What you need to do: Determine how many lines in the entries below contain the word "roads". The reply is that number alone.

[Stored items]

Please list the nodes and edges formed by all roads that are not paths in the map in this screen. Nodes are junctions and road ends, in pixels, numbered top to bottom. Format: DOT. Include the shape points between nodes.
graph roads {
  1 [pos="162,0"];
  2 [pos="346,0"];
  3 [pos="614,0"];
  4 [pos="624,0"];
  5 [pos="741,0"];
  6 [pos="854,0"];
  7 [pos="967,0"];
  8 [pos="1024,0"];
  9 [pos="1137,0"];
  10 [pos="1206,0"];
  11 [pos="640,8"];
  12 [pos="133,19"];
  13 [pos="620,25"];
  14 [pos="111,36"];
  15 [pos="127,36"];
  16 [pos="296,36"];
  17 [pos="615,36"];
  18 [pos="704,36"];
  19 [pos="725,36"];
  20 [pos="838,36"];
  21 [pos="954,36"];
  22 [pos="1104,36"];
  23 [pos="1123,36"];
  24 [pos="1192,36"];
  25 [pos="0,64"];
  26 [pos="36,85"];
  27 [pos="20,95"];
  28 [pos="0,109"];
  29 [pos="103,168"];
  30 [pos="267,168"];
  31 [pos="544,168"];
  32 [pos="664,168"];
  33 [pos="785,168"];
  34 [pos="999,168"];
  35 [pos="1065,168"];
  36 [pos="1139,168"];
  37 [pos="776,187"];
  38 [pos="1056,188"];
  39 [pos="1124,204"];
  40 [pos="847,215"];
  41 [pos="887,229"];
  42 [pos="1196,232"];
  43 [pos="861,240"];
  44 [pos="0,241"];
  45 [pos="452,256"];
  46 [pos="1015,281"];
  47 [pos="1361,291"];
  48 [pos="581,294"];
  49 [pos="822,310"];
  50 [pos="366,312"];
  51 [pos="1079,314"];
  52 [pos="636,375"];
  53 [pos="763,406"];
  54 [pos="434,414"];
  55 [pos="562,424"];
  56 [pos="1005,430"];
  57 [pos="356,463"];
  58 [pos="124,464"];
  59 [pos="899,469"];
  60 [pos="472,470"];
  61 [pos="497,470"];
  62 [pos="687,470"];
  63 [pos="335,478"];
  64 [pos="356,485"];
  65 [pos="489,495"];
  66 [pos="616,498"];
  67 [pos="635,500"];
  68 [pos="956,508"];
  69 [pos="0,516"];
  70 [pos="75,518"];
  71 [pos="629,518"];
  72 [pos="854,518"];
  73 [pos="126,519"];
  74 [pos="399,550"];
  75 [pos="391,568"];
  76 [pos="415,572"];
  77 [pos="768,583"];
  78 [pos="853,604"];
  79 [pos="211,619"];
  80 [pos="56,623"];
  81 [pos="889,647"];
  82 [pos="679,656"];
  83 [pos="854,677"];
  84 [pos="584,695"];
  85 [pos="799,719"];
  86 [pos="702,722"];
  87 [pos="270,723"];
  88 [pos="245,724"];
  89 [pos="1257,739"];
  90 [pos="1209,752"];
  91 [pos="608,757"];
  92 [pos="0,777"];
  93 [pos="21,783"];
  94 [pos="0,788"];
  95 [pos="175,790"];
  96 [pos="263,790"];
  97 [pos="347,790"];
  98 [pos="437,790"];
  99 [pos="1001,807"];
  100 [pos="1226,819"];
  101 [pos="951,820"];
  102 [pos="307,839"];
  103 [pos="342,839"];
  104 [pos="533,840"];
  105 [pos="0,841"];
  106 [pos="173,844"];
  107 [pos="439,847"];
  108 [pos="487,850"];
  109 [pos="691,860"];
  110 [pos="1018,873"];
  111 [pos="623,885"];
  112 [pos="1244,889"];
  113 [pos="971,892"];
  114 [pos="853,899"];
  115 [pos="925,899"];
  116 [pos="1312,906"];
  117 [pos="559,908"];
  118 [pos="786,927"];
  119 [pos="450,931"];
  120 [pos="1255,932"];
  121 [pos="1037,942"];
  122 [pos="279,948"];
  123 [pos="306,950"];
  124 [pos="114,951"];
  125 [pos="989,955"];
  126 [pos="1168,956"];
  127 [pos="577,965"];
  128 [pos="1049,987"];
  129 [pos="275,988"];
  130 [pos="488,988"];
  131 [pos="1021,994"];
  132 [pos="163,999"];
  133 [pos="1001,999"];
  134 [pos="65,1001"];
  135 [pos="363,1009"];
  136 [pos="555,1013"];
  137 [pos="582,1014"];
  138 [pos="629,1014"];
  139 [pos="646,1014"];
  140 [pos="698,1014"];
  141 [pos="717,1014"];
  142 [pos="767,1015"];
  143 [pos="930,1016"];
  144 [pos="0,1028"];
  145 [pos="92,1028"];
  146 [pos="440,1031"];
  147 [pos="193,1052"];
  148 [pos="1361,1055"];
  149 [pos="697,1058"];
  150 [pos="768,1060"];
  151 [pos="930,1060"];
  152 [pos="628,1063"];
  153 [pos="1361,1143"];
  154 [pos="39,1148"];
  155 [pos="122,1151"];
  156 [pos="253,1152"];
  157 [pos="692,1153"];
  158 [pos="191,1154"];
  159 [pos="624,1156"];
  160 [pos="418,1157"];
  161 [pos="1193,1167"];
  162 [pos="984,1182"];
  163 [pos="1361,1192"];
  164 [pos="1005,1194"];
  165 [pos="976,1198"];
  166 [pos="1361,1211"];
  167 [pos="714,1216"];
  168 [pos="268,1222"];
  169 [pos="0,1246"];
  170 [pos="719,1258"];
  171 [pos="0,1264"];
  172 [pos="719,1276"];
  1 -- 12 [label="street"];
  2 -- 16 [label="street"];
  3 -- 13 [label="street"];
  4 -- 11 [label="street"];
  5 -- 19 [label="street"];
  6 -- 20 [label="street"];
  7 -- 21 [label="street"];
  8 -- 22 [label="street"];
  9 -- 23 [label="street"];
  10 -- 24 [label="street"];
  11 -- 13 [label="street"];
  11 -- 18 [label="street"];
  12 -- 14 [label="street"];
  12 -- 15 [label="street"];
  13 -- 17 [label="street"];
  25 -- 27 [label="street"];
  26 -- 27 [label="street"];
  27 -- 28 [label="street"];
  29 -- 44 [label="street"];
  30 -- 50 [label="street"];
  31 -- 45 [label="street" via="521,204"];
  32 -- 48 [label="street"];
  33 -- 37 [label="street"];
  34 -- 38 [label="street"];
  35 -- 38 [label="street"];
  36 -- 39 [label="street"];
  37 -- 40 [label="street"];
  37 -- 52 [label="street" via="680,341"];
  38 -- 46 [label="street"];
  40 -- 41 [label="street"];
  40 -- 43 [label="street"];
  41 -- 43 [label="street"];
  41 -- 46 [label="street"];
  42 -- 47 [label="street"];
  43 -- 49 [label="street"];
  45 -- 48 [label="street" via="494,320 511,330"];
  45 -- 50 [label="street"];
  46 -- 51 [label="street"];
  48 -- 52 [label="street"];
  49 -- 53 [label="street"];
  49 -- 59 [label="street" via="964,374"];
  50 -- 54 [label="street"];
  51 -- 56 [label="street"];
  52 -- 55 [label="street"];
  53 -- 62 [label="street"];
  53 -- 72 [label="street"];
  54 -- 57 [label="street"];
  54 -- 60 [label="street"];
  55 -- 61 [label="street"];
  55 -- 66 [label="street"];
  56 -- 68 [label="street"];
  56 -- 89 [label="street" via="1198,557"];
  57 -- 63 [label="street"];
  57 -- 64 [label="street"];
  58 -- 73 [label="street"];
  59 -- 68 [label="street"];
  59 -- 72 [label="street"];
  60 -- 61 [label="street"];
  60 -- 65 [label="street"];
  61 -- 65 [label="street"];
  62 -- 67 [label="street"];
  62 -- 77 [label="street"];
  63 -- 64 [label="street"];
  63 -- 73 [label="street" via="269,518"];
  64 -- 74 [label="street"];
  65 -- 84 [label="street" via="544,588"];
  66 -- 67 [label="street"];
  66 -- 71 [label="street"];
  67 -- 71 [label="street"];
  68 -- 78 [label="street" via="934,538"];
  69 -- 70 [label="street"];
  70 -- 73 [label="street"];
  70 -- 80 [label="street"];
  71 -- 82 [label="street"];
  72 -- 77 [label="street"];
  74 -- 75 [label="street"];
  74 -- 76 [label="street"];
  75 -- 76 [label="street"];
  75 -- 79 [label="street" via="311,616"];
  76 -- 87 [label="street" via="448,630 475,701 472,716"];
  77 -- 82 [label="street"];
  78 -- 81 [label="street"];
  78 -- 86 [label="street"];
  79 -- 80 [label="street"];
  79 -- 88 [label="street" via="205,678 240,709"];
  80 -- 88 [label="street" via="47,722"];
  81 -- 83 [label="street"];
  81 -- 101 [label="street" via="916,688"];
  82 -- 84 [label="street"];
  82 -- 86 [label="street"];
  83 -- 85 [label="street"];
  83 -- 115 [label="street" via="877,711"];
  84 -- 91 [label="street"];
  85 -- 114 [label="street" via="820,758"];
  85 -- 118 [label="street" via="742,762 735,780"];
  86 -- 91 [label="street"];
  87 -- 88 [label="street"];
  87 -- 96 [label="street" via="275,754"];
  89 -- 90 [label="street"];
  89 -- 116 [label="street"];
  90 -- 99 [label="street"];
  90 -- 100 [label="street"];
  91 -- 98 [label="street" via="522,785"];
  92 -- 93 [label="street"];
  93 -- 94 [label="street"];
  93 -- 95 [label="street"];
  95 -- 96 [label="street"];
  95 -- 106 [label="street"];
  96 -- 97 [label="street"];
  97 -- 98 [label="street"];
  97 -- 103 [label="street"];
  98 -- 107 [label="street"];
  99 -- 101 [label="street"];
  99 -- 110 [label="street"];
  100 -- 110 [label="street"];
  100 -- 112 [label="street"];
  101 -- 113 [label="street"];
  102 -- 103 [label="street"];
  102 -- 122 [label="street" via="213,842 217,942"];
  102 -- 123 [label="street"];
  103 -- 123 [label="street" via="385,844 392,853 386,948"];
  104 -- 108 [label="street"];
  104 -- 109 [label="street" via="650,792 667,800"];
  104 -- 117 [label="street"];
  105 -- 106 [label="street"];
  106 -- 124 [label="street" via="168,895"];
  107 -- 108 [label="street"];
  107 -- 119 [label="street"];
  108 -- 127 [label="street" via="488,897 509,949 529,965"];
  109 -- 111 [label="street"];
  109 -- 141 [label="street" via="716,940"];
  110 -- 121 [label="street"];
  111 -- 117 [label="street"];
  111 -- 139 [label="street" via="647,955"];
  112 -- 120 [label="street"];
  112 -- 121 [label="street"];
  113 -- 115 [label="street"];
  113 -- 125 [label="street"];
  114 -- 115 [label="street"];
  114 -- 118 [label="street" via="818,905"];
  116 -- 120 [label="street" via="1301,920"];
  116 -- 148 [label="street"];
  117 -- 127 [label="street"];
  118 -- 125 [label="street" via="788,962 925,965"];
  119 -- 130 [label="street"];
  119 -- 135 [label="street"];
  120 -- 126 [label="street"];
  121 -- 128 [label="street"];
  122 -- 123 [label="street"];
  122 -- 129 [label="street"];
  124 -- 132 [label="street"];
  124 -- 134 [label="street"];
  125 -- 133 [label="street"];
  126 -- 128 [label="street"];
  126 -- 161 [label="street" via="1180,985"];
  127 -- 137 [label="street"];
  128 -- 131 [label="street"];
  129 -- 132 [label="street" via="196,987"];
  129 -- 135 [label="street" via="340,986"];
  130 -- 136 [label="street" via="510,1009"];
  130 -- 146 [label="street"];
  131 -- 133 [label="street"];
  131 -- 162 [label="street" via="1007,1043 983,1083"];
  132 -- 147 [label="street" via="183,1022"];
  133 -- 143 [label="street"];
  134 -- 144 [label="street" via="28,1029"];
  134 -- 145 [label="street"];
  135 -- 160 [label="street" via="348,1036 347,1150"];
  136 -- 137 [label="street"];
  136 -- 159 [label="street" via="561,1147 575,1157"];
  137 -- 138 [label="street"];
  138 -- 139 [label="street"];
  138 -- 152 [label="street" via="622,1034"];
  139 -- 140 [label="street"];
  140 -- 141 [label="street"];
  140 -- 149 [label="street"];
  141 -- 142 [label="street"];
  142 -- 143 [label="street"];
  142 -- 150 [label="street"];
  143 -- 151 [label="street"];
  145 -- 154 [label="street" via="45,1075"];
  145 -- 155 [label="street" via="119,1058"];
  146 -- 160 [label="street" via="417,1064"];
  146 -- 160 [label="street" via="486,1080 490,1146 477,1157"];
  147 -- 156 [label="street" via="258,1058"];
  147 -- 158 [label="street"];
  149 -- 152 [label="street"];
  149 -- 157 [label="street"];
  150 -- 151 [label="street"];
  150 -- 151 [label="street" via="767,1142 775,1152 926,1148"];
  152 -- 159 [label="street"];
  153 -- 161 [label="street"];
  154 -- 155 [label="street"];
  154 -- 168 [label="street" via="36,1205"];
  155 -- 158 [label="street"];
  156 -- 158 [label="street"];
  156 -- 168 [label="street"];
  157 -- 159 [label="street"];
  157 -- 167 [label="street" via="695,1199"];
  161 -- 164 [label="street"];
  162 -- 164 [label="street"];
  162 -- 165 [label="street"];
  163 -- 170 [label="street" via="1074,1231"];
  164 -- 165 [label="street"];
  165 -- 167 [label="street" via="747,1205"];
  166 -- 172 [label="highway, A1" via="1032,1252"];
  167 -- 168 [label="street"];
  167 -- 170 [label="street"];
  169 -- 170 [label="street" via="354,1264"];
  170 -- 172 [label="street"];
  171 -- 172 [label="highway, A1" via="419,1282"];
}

Reply to the exercise: 2